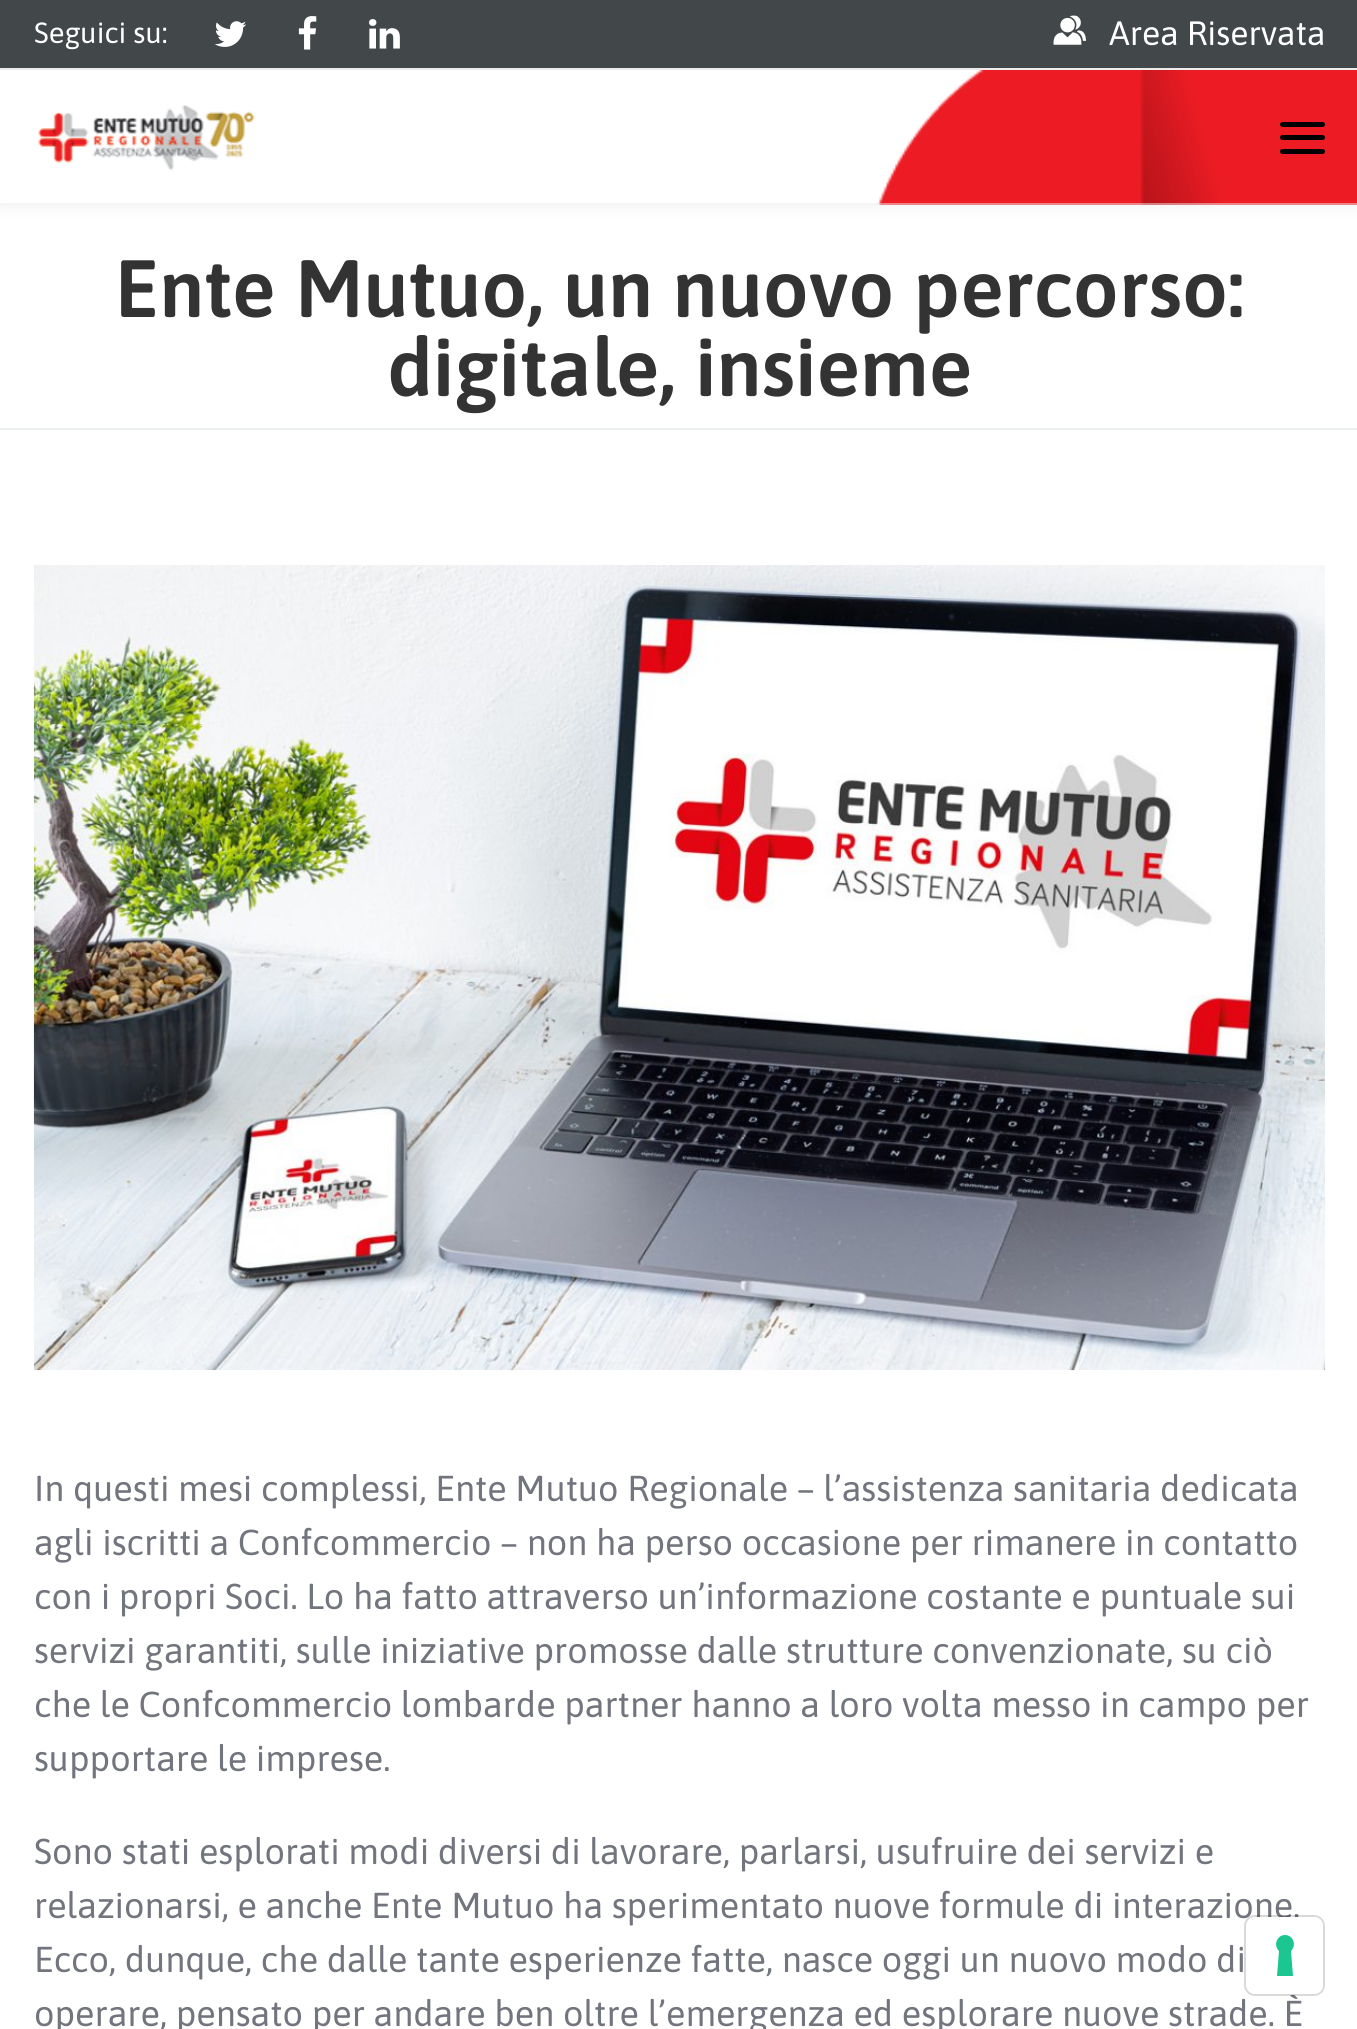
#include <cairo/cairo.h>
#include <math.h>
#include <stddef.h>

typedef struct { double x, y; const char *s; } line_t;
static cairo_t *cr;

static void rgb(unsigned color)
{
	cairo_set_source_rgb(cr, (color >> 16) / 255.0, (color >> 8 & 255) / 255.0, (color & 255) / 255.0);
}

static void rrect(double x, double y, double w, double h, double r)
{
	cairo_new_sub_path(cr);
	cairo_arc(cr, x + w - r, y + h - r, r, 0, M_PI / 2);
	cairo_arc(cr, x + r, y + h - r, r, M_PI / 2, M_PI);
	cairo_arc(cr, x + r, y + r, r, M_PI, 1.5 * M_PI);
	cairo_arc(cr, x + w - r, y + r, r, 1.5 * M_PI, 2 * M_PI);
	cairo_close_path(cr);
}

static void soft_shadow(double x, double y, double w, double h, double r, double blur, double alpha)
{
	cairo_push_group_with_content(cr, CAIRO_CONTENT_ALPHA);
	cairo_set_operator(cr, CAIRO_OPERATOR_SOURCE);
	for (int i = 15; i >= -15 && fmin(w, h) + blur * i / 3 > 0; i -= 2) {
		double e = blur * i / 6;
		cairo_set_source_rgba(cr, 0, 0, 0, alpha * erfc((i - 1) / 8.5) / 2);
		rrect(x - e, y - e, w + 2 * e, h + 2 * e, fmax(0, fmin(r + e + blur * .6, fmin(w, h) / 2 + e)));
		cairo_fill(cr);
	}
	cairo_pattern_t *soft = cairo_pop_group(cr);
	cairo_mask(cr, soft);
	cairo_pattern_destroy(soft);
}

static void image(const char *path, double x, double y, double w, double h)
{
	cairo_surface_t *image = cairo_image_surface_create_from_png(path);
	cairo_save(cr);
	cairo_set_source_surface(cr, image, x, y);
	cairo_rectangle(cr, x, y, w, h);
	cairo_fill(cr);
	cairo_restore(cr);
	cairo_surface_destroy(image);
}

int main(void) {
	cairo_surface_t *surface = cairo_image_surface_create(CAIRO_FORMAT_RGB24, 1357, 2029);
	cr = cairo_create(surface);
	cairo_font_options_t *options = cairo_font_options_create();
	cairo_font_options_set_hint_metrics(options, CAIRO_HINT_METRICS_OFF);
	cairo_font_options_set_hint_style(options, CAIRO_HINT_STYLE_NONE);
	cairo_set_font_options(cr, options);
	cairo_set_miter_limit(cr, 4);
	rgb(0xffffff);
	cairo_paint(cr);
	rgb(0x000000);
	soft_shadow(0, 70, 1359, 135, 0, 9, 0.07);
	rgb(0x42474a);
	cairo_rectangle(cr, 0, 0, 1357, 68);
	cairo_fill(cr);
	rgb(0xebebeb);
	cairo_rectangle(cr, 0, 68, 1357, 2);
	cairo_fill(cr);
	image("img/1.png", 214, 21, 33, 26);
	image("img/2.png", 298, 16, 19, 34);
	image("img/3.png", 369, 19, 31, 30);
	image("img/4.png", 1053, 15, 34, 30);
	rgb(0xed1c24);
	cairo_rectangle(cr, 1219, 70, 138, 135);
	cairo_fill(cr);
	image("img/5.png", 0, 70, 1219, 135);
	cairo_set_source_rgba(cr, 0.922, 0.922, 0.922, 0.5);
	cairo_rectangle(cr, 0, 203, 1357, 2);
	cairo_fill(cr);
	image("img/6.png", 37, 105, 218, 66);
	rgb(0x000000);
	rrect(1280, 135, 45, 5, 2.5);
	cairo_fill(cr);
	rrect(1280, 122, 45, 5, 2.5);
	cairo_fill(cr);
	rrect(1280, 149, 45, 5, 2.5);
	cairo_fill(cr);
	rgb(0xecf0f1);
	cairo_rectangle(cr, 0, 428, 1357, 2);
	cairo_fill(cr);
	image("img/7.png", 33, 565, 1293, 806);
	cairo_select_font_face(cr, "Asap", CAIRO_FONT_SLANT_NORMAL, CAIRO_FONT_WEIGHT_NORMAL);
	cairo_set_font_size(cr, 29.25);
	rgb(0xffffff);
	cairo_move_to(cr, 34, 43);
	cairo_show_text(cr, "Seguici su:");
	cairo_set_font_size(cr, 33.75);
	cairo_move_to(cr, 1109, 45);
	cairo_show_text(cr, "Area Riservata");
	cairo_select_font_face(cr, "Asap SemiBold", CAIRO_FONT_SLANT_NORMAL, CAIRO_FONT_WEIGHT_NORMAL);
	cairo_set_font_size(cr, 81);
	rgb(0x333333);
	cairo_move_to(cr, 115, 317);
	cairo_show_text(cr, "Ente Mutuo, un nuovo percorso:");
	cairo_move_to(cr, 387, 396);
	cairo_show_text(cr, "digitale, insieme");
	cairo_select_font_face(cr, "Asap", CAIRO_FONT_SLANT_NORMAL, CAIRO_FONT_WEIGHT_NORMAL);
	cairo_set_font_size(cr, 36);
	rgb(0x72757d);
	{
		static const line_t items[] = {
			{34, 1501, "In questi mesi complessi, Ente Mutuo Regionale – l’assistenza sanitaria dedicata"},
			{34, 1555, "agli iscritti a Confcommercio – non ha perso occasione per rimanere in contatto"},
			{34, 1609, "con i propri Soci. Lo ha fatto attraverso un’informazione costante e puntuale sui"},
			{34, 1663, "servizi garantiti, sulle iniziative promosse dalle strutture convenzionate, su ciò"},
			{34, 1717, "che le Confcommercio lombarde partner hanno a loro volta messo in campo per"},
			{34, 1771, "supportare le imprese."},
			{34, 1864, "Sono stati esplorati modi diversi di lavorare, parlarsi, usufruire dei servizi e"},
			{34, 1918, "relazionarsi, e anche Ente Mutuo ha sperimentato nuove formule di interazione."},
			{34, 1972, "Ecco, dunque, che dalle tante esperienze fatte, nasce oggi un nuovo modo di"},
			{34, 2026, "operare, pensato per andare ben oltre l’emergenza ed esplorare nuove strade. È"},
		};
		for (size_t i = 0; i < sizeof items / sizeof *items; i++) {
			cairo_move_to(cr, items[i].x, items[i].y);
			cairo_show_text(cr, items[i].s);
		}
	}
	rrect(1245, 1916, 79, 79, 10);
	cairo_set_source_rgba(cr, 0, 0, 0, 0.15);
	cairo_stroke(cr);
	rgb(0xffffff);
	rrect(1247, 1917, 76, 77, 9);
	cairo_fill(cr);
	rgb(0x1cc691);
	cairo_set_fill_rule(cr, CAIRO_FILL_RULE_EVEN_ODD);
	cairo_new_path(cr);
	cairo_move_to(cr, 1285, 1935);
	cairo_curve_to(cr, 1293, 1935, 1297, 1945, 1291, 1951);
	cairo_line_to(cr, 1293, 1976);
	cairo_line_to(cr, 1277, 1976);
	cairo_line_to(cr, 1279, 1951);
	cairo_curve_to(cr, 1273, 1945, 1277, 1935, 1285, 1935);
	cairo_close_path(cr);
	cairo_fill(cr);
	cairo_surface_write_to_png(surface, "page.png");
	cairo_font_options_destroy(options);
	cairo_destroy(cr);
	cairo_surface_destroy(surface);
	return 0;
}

> **ABOUT THIS TASK**: Give back, unchanged, the run of lines in the listing above that begins at the line containing "cr = cairo_create(surface);" and ends at the line containing "cairo_set_miter_limit(cr, 4);", both included.

> **RESPONSE TO THIS TASK**:
	cr = cairo_create(surface);
	cairo_font_options_t *options = cairo_font_options_create();
	cairo_font_options_set_hint_metrics(options, CAIRO_HINT_METRICS_OFF);
	cairo_font_options_set_hint_style(options, CAIRO_HINT_STYLE_NONE);
	cairo_set_font_options(cr, options);
	cairo_set_miter_limit(cr, 4);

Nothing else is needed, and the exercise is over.